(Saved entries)
--- START ---

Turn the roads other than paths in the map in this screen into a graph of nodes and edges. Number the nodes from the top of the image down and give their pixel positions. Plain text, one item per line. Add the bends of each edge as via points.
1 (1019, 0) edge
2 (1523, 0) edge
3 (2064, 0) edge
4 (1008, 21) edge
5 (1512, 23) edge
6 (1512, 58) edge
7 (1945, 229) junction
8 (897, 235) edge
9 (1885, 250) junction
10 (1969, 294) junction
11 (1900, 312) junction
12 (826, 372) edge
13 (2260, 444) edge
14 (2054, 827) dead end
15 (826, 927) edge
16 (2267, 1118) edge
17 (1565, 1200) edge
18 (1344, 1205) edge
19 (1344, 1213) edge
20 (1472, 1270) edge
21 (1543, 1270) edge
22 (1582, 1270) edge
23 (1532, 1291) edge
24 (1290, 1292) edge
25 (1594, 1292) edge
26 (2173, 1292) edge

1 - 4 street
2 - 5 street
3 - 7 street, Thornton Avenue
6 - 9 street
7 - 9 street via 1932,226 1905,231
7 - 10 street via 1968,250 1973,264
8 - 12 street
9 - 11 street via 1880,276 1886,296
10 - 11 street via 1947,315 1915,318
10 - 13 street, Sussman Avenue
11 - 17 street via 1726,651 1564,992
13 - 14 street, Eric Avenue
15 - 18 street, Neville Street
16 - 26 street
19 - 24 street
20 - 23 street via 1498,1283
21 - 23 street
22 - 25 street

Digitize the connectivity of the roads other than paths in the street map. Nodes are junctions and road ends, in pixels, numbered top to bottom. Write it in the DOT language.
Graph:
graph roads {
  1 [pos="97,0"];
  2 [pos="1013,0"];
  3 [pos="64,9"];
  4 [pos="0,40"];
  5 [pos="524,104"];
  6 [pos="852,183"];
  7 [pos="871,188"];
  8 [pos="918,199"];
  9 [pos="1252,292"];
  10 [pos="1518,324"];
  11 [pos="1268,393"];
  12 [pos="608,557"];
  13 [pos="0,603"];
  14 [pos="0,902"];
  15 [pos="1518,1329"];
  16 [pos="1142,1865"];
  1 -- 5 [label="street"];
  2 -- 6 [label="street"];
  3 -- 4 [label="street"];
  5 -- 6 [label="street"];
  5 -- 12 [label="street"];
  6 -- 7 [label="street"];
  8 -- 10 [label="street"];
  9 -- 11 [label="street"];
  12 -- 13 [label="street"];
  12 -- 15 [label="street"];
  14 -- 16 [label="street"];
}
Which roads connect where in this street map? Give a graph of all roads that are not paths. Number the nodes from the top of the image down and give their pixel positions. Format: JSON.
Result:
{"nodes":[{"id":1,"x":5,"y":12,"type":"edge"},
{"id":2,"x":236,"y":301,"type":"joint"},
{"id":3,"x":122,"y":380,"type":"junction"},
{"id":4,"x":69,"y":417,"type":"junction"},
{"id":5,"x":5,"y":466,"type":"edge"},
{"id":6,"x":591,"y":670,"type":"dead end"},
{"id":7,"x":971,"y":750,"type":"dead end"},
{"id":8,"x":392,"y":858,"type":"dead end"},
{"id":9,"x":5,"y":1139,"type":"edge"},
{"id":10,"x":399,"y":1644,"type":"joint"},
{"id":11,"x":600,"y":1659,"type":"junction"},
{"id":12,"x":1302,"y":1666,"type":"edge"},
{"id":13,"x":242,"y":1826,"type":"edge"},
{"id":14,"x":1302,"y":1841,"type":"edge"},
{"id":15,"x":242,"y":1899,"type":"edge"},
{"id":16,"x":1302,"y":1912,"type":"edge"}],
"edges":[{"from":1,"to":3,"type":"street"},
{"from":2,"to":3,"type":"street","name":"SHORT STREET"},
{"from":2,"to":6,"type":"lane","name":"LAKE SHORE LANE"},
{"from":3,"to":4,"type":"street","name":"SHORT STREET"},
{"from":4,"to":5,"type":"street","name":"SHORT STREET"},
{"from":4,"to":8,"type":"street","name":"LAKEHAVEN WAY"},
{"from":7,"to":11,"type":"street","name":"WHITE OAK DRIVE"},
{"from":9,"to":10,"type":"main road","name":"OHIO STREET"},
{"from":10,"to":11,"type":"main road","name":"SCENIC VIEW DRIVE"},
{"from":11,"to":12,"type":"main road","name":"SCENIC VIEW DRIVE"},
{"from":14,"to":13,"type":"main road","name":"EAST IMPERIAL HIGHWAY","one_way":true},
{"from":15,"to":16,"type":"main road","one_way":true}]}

--- END ---

The records above are to be repeated in full, word for word.

• _Exercise result_
Turn the roads other than paths in the map in this screen into a graph of nodes and edges. Number the nodes from the top of the image down and give their pixel positions. Plain text, one item per line. Add the bends of each edge as via points.
1 (1019, 0) edge
2 (1523, 0) edge
3 (2064, 0) edge
4 (1008, 21) edge
5 (1512, 23) edge
6 (1512, 58) edge
7 (1945, 229) junction
8 (897, 235) edge
9 (1885, 250) junction
10 (1969, 294) junction
11 (1900, 312) junction
12 (826, 372) edge
13 (2260, 444) edge
14 (2054, 827) dead end
15 (826, 927) edge
16 (2267, 1118) edge
17 (1565, 1200) edge
18 (1344, 1205) edge
19 (1344, 1213) edge
20 (1472, 1270) edge
21 (1543, 1270) edge
22 (1582, 1270) edge
23 (1532, 1291) edge
24 (1290, 1292) edge
25 (1594, 1292) edge
26 (2173, 1292) edge

1 - 4 street
2 - 5 street
3 - 7 street, Thornton Avenue
6 - 9 street
7 - 9 street via 1932,226 1905,231
7 - 10 street via 1968,250 1973,264
8 - 12 street
9 - 11 street via 1880,276 1886,296
10 - 11 street via 1947,315 1915,318
10 - 13 street, Sussman Avenue
11 - 17 street via 1726,651 1564,992
13 - 14 street, Eric Avenue
15 - 18 street, Neville Street
16 - 26 street
19 - 24 street
20 - 23 street via 1498,1283
21 - 23 street
22 - 25 street

Digitize the connectivity of the roads other than paths in the street map. Nodes are junctions and road ends, in pixels, numbered top to bottom. Write it in the DOT language.
Graph:
graph roads {
  1 [pos="97,0"];
  2 [pos="1013,0"];
  3 [pos="64,9"];
  4 [pos="0,40"];
  5 [pos="524,104"];
  6 [pos="852,183"];
  7 [pos="871,188"];
  8 [pos="918,199"];
  9 [pos="1252,292"];
  10 [pos="1518,324"];
  11 [pos="1268,393"];
  12 [pos="608,557"];
  13 [pos="0,603"];
  14 [pos="0,902"];
  15 [pos="1518,1329"];
  16 [pos="1142,1865"];
  1 -- 5 [label="street"];
  2 -- 6 [label="street"];
  3 -- 4 [label="street"];
  5 -- 6 [label="street"];
  5 -- 12 [label="street"];
  6 -- 7 [label="street"];
  8 -- 10 [label="street"];
  9 -- 11 [label="street"];
  12 -- 13 [label="street"];
  12 -- 15 [label="street"];
  14 -- 16 [label="street"];
}
Which roads connect where in this street map? Give a graph of all roads that are not paths. Number the nodes from the top of the image down and give their pixel positions. Format: JSON.
Result:
{"nodes":[{"id":1,"x":5,"y":12,"type":"edge"},
{"id":2,"x":236,"y":301,"type":"joint"},
{"id":3,"x":122,"y":380,"type":"junction"},
{"id":4,"x":69,"y":417,"type":"junction"},
{"id":5,"x":5,"y":466,"type":"edge"},
{"id":6,"x":591,"y":670,"type":"dead end"},
{"id":7,"x":971,"y":750,"type":"dead end"},
{"id":8,"x":392,"y":858,"type":"dead end"},
{"id":9,"x":5,"y":1139,"type":"edge"},
{"id":10,"x":399,"y":1644,"type":"joint"},
{"id":11,"x":600,"y":1659,"type":"junction"},
{"id":12,"x":1302,"y":1666,"type":"edge"},
{"id":13,"x":242,"y":1826,"type":"edge"},
{"id":14,"x":1302,"y":1841,"type":"edge"},
{"id":15,"x":242,"y":1899,"type":"edge"},
{"id":16,"x":1302,"y":1912,"type":"edge"}],
"edges":[{"from":1,"to":3,"type":"street"},
{"from":2,"to":3,"type":"street","name":"SHORT STREET"},
{"from":2,"to":6,"type":"lane","name":"LAKE SHORE LANE"},
{"from":3,"to":4,"type":"street","name":"SHORT STREET"},
{"from":4,"to":5,"type":"street","name":"SHORT STREET"},
{"from":4,"to":8,"type":"street","name":"LAKEHAVEN WAY"},
{"from":7,"to":11,"type":"street","name":"WHITE OAK DRIVE"},
{"from":9,"to":10,"type":"main road","name":"OHIO STREET"},
{"from":10,"to":11,"type":"main road","name":"SCENIC VIEW DRIVE"},
{"from":11,"to":12,"type":"main road","name":"SCENIC VIEW DRIVE"},
{"from":14,"to":13,"type":"main road","name":"EAST IMPERIAL HIGHWAY","one_way":true},
{"from":15,"to":16,"type":"main road","one_way":true}]}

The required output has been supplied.